To assess performance of the tracking algorithm under interference and dynamic effects, we designed two categories of simulation scenarios. The first category is designed to test interference effects where a static receiver with gradually increasing interference level has been used. Both the interference and high dynamic effects are examined in the second category, in which scenarios of a missile that maneuvers near an interference source are designed. Four different tracking schemes are used for GPS signal tracking. They include the usage of a standard PLL with narrow and wide bandwidths (4 Hz and 14 Hz, respectively), FLL-assisted-PLL using narrow bandwidths (3/4 Hz), and finally the new FFPLL. The performance of each algorithm is evaluated by assessing the continuity of tracking during high dynamics, that is, the ability of the receiver to maintain lock, and the noise standard deviation of the estimated Doppler.

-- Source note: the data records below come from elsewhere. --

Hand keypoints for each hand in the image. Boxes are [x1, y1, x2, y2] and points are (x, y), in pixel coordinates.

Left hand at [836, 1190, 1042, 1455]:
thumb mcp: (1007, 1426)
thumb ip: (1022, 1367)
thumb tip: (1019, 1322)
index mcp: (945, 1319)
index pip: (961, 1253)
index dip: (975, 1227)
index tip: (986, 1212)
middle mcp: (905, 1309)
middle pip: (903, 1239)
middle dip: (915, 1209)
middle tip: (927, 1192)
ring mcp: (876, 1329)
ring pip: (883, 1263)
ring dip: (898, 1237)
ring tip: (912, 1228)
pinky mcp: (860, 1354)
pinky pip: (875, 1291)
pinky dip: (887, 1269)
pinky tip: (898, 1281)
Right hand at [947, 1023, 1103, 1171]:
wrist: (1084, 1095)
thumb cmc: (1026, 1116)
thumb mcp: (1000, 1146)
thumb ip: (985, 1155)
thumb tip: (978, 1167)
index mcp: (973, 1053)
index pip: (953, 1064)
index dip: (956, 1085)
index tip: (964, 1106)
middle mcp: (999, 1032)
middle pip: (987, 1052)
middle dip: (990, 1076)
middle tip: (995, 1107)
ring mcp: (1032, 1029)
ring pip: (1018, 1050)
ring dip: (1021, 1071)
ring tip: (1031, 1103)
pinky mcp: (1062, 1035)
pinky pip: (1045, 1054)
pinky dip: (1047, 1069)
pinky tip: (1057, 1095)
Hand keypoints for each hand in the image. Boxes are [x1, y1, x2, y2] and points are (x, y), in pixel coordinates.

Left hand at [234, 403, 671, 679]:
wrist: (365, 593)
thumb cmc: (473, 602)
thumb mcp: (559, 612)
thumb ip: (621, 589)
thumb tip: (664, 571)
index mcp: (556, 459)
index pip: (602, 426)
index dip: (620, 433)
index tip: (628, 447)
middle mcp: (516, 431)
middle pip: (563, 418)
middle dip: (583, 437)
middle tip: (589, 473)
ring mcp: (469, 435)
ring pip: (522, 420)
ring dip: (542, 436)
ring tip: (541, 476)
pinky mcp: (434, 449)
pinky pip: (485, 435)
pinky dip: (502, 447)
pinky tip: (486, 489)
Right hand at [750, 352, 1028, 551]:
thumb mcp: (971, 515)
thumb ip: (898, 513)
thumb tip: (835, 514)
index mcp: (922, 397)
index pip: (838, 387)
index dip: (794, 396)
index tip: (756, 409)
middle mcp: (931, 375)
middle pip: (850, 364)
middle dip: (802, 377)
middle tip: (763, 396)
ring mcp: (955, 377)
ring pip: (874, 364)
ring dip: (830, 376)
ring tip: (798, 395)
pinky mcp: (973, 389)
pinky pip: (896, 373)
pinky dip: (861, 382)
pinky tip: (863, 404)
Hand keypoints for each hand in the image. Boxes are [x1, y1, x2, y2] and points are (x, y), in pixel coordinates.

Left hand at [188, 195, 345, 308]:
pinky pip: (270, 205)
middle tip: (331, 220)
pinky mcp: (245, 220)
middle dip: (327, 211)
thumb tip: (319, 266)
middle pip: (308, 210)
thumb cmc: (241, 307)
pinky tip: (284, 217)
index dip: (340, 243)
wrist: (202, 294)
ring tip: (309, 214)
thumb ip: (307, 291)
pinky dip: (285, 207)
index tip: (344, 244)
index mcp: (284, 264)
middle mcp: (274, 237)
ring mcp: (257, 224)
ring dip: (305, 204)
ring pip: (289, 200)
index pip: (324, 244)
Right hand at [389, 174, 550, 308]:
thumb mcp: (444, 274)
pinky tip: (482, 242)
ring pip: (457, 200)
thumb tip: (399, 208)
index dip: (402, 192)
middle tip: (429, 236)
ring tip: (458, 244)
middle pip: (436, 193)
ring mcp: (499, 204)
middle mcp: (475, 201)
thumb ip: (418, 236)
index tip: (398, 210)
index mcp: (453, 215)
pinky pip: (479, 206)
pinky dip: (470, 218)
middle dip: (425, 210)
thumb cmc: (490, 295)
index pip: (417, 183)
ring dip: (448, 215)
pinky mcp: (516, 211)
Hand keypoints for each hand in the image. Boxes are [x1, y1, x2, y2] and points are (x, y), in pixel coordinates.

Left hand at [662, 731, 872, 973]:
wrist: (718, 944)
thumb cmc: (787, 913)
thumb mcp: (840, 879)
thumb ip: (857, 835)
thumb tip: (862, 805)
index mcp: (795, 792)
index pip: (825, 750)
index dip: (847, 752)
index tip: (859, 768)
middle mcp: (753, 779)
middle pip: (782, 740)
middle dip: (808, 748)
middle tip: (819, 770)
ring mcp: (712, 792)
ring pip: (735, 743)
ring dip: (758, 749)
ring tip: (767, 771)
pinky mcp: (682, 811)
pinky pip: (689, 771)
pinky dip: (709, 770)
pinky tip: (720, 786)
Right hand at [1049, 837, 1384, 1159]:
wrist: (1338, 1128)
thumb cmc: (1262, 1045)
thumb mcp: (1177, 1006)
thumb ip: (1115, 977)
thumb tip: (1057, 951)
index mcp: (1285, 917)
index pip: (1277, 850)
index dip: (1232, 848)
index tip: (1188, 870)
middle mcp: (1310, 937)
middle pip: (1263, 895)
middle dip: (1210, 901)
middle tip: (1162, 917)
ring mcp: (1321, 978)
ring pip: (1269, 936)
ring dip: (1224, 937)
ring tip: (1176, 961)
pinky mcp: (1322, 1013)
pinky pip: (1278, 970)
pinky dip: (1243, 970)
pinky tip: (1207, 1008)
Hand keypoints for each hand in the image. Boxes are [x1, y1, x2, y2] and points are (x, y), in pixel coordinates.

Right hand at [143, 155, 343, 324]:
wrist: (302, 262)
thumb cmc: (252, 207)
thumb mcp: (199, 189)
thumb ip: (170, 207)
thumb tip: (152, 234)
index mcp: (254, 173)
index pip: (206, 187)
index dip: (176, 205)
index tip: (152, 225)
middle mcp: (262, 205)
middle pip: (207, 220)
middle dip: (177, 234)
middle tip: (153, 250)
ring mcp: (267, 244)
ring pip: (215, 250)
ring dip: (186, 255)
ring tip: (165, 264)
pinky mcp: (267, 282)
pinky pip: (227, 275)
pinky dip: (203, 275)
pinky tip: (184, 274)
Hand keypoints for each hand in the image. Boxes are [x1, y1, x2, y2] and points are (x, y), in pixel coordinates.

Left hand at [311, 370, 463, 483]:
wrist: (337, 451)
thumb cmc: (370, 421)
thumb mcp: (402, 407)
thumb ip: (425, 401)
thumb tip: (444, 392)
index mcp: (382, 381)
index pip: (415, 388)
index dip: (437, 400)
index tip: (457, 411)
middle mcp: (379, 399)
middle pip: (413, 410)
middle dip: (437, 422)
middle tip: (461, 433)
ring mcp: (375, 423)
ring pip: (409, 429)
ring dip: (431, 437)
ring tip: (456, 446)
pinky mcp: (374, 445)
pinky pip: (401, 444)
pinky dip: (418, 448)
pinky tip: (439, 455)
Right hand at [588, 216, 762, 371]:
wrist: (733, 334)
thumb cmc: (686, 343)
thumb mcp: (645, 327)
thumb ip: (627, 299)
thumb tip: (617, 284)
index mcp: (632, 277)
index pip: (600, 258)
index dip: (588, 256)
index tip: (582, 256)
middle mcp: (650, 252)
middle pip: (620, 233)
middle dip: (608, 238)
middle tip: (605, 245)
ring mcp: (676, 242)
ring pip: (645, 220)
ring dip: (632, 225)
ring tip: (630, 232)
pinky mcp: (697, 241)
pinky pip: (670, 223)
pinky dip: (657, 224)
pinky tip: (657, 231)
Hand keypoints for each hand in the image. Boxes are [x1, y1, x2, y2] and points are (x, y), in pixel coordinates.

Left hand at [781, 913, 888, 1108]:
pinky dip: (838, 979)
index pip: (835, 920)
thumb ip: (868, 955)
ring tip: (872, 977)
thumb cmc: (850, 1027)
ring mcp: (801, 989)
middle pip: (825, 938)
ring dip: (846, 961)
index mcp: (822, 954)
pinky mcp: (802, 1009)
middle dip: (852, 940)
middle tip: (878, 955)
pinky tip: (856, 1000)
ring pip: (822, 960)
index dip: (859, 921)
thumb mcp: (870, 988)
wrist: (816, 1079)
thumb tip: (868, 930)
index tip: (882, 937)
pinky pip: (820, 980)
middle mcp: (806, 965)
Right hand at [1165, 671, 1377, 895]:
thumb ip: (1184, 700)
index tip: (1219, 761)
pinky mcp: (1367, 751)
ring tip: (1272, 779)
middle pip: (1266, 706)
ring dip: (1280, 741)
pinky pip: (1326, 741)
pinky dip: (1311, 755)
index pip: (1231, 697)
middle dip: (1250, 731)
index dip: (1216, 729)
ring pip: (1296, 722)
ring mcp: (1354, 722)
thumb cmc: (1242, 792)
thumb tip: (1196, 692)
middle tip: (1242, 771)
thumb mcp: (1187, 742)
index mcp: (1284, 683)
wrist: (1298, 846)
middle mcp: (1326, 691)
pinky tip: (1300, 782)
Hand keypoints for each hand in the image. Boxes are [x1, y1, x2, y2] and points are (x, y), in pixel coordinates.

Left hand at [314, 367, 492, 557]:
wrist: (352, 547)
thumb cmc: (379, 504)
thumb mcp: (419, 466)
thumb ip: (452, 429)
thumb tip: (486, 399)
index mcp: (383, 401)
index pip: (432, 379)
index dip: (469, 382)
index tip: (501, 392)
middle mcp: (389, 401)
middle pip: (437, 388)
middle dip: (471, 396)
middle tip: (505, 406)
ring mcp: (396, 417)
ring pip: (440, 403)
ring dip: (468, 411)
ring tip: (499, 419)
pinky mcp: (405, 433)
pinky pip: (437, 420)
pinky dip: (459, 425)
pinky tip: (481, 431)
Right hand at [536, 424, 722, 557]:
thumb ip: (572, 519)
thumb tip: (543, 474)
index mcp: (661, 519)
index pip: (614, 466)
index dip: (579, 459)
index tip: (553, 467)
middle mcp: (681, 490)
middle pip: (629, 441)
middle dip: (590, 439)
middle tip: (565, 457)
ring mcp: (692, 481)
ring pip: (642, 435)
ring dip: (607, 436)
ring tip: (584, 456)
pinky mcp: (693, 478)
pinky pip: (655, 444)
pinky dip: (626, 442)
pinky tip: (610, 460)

Interference Effect on Accuracy
The first test category involves studying the interference effect on GPS signal tracking capability and accuracy, using a custom scenario of a static GPS receiver with gradually increasing interference level. A continuous wave (CW) interference signal centered at the L1 frequency is combined with the generated GPS L1 signal and collected by the front end for post processing. Figure 9 shows the increasing interference effect on the signal quality particularly the signal C/N0. In this scenario, the jamming to signal (J/S) interference power is gradually increased every 10 seconds in steps of 10 dB each starting from 0 dB higher than the GPS L1 power.
Figure 9. PRN 23 C/N0 level changes due to increasing interference power.
After reaching an interference power of about 40 dB higher than the GPS power, none of the tracking algorithms was able to track the signal and hence 40 dB is considered the maximum jamming tracking threshold. Figure 10 shows the estimated Doppler standard deviation for PRN 23 using the four tracking schemes described earlier at different interference levels. It is clear that the FFPLL scheme is superior to the other three conventional tracking schemes in terms of Doppler tracking jitter and hence tracking accuracy. The changes in C/N0 level due to the increasing interference level affect the discriminators output noise level as described in equation (1). These effects can be noticed clearly in Figure 10. On the contrary, these changes are almost absorbed by the adaptive FFPLL, and hence the C/N0 changes have a minimum effect on the Doppler tracking accuracy.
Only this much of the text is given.